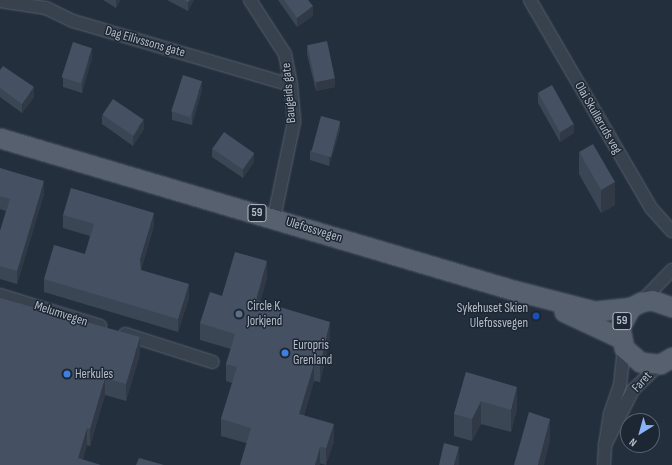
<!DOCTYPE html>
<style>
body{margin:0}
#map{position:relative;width:672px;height:465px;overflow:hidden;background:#242f3e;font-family:"Sofia Sans Condensed",sans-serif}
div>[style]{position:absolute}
.roads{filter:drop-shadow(0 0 1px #565f6c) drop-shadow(0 0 1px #565f6c)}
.street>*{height:12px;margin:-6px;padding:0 6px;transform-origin:6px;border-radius:6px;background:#38414e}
.primary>*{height:19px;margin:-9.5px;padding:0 9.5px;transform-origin:9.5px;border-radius:9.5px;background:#56606e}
.wall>*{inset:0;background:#3b4654}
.shaded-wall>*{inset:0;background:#303945}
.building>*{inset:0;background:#455162;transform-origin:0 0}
.dots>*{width:11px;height:11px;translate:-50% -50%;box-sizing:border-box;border:2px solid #1d2633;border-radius:50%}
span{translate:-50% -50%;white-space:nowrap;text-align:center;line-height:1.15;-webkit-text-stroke:3px #1d2633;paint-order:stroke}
.shield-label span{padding:1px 3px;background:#1d2633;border:1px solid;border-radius:3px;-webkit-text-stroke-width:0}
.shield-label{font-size:12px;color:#b4bcc9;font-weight:700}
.street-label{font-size:13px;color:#b4bcc9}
.poi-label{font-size:13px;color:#b4bcc9}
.left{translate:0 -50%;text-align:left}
.right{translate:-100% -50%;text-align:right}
.north{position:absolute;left:620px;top:413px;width:40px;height:40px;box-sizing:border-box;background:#1d2633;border:1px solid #59626f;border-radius:50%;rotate:217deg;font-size:11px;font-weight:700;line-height:16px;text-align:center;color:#b4bcc9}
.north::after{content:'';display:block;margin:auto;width:14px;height:18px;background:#8ab4f8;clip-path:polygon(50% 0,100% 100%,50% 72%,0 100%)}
</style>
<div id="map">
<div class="roads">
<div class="street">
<div style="left:250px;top:0;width:64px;rotate:57.1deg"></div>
<div style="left:285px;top:54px;width:32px;rotate:79deg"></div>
<div style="left:291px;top:85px;width:37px;rotate:85deg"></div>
<div style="left:294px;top:122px;width:98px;rotate:101.8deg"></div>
<div style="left:530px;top:0;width:241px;rotate:59.8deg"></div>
<div style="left:651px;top:208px;width:31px;rotate:48deg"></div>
<div style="left:0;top:1px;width:47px;rotate:8.7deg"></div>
<div style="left:46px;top:8px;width:30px;rotate:26deg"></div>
<div style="left:73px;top:21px;width:227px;rotate:16.4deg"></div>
<div style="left:0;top:295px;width:105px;rotate:17.2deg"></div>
<div style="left:641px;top:302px;width:45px;rotate:-45.9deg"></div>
<div style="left:125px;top:334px;width:92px;rotate:17.7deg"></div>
<div style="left:624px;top:348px;width:37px;rotate:96deg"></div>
<div style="left:620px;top:385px;width:31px;rotate:109deg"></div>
<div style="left:610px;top:414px;width:31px;rotate:99deg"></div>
<div style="left:605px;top:445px;width:62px;rotate:-63deg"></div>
<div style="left:633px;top:390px;width:37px;rotate:-44deg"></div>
<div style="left:604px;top:465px;width:20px;rotate:-87deg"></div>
</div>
<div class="primary">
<div style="left:0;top:138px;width:535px;rotate:16.5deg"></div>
<div style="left:513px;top:290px;width:85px;rotate:14.4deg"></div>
<div style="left:595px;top:311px;width:36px;rotate:-6deg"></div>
<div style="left:672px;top:307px;width:21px;rotate:-161deg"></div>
<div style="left:652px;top:300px;width:11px;rotate:170deg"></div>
<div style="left:641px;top:302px;width:11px;rotate:153deg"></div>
<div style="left:631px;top:307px;width:23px;rotate:119deg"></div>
<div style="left:620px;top:327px;width:21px;rotate:79deg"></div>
<div style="left:624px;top:348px;width:21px;rotate:41deg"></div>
<div style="left:640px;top:362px;width:20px;rotate:6deg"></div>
<div style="left:660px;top:364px;width:14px;rotate:-30deg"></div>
<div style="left:564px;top:312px;width:62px;rotate:24.9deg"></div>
</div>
</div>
<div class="wall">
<div style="clip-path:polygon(103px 0,120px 0,116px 8px)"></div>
<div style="clip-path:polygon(167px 0,194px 0,188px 11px)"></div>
<div style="clip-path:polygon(278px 0,308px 0,313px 16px,297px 27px)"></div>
<div style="clip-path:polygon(307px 45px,335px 87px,316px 91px,307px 54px)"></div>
<div style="clip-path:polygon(92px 57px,82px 93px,63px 87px,63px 78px)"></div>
<div style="clip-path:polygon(0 70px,34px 97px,22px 113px,0 97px)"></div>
<div style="clip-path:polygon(202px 90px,192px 125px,172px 120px,172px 111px)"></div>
<div style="clip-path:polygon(538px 93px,574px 133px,560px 142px,538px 103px)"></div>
<div style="clip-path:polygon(102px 115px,144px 129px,133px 146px,102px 124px)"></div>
<div style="clip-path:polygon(340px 130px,329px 166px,310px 160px,310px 151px)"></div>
<div style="clip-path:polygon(212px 148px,254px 162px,243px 178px,212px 157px)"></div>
<div style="clip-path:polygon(579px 152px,615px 205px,601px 213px,579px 174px)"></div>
<div style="clip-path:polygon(0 168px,44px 194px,17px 284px,0 279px,0 231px,6px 211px,0 209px)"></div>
<div style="clip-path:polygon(63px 215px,154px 226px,141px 270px,189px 298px,178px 332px,44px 292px,44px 279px,85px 254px,90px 236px,63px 228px)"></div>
<div style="clip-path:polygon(267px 278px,260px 301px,330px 339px,320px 382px,314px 381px,304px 415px,334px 441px,326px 465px,246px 443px,221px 436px,221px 419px,232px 383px,226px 381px,226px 364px,231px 349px,200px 340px,200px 323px,222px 296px)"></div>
<div style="clip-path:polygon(0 298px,140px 354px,126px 401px,105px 395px,90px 446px,87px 445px,83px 459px,0 465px)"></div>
<div style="clip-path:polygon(466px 372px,517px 409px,511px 432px,481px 424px,472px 441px,454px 436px,454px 414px)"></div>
</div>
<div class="shaded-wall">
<div style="clip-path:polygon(116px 0,120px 0,116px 8px)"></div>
<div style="clip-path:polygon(190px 0,194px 0,188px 11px,188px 2px)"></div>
<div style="clip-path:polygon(313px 6px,313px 16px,297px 27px,297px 18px)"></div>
<div style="clip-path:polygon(92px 48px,92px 57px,82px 93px,82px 84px)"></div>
<div style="clip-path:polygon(335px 78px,335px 87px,316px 91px,316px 82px)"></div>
<div style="clip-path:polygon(202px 81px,202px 90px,192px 125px,192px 116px)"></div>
<div style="clip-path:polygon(34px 87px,34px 97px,22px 113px,22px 104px)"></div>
<div style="clip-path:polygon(144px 120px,144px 129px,133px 146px,133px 137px)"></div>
<div style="clip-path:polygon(340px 121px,340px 130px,329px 166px,329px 157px)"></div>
<div style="clip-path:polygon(574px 124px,574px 133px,560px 142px,560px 133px)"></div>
<div style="clip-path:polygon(254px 153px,254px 162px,243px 178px,243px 169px)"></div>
<div style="clip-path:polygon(44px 181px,44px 194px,17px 284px,17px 271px)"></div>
<div style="clip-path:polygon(615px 182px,615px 205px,601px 213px,601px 190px)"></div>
<div style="clip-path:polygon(154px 213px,154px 226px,140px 272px,140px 259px)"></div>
<div style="clip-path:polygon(267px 261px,267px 278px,256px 316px,256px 300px)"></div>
<div style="clip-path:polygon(189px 284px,189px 298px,178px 332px,178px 319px)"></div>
<div style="clip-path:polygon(330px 322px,330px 339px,320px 382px,320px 365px)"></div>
<div style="clip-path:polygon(140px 337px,140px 354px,126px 401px,126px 384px)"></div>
<div style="clip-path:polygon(314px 364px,314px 381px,299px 430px,299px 414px)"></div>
<div style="clip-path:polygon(105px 378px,105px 395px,90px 446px,90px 429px)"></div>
<div style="clip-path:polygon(517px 387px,517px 409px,511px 432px,511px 410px)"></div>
<div style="clip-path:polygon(481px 401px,481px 424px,472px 441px,472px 419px)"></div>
<div style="clip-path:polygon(550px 419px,550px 441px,544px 465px,538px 465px)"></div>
<div style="clip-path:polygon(334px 424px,334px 441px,326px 465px,326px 448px)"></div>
<div style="clip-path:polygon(87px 428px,87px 445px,81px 465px,78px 458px)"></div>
<div style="clip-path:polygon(320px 447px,320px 465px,315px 465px)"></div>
<div style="clip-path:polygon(459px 447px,459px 465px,454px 465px)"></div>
</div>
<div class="building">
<div style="clip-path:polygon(184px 0,190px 0,188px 2px)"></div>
<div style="clip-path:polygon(284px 0,308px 0,313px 6px,297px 18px)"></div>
<div style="left:327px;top:41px;width:38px;height:20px;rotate:78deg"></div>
<div style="left:73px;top:42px;width:20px;height:37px;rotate:18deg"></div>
<div style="clip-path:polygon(3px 66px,34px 87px,22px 104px,0 88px,0 70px)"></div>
<div style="left:183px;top:75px;width:20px;height:38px;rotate:18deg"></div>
<div style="left:552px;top:85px;width:45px;height:16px;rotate:61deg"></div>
<div style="left:113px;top:99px;width:37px;height:19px;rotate:34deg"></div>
<div style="left:321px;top:116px;width:20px;height:37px;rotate:15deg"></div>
<div style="left:224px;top:132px;width:37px;height:20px;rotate:35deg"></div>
<div style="left:593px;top:144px;width:44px;height:16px;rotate:60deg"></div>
<div style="clip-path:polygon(0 168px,44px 181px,17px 271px,0 266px,0 231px,10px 199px,0 196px)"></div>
<div style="clip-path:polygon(71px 188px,154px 213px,140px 259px,141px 270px,189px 284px,178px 319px,44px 279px,54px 245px,85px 254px,94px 224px,63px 215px)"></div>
<div style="clip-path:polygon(235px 252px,267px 261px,256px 300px,330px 322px,320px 365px,314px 364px,299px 414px,334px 424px,326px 448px,320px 447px,315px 465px,240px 465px,251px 428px,221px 419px,237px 367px,226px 364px,235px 334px,200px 323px,210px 292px,222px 296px)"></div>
<div style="clip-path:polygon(0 298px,140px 337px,126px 384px,105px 378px,90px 429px,87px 428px,78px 458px,101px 465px,0 465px)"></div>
<div style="clip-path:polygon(466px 372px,517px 387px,511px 410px,481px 401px,472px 419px,454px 414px)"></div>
<div style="clip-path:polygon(529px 412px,550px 419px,538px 465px,514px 465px)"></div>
<div style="clip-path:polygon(444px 443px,459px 447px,454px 465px,439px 465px)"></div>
<div style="clip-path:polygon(139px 458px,164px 465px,136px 465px)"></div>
</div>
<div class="dots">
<div style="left:239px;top:314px;background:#5c6f8a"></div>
<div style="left:536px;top:316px;background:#1a4fb4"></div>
<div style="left:285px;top:353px;background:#3f7fe0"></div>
<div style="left:67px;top:374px;background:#3f7fe0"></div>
</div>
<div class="shield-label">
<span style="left:257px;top:213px">59</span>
<span style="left:622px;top:321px">59</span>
</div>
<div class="street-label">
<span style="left:145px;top:42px;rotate:16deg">Dag Eilivssons gate</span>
<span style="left:289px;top:93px;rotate:-95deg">Baugeids gate</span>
<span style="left:598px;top:118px;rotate:60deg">Olai Skulleruds veg</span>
<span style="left:314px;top:230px;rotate:17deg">Ulefossvegen</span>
<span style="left:61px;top:314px;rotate:18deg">Melumvegen</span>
<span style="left:642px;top:382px;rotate:-48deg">Faret</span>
</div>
<div class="poi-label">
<span class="left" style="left:247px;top:314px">Circle K<br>Jorkjend</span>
<span class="right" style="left:528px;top:316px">Sykehuset Skien<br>Ulefossvegen</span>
<span class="left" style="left:293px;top:353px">Europris<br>Grenland</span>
<span class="left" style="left:75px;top:374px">Herkules</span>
</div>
<div class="north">N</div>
</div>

---------------

About this task: Wherever "shaded" occurs in the records above, copy the line it sits in.

Result:
.shaded-wall>*{inset:0;background:#303945}
<div class="shaded-wall">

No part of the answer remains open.